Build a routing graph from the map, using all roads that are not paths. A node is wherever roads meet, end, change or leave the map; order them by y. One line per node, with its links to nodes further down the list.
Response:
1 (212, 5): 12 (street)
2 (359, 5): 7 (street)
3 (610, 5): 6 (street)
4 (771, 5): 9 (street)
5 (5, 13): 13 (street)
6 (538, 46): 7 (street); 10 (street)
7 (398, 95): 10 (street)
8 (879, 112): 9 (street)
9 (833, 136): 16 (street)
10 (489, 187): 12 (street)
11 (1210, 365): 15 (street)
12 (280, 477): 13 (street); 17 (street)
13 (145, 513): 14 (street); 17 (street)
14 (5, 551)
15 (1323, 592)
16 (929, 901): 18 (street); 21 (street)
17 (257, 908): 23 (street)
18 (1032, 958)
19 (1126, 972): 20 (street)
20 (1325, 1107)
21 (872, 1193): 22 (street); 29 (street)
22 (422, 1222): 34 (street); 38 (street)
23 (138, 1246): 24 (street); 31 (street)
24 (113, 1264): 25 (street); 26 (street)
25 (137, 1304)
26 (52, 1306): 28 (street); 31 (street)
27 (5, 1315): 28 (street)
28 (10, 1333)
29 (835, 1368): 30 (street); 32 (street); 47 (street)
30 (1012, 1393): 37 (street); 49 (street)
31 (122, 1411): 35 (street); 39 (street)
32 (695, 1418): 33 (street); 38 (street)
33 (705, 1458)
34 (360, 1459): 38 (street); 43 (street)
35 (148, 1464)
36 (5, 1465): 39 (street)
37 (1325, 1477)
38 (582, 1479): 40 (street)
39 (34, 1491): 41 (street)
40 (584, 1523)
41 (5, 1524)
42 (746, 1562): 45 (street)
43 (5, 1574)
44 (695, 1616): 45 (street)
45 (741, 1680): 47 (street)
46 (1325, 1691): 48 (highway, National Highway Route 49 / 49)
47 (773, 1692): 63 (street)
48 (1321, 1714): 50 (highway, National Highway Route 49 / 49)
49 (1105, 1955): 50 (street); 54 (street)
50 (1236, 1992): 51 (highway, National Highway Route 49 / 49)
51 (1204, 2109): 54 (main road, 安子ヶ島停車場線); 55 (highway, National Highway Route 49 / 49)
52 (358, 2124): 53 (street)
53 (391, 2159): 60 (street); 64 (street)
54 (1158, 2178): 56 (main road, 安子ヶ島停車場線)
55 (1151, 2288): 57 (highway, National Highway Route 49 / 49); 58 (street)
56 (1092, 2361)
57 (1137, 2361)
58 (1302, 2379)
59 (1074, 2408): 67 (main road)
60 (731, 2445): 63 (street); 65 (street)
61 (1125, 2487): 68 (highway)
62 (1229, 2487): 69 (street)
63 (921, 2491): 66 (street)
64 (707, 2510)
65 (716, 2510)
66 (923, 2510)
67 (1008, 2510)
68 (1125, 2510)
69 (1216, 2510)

**TASK TO COMPLETE**
Every line in the listing that holds "main" belongs in the answer.

**PROBLEM SOLUTION**
51 (1204, 2109): 54 (main road, 安子ヶ島停車場線); 55 (highway, National Highway Route 49 / 49)
54 (1158, 2178): 56 (main road, 安子ヶ島停車場線)
59 (1074, 2408): 67 (main road)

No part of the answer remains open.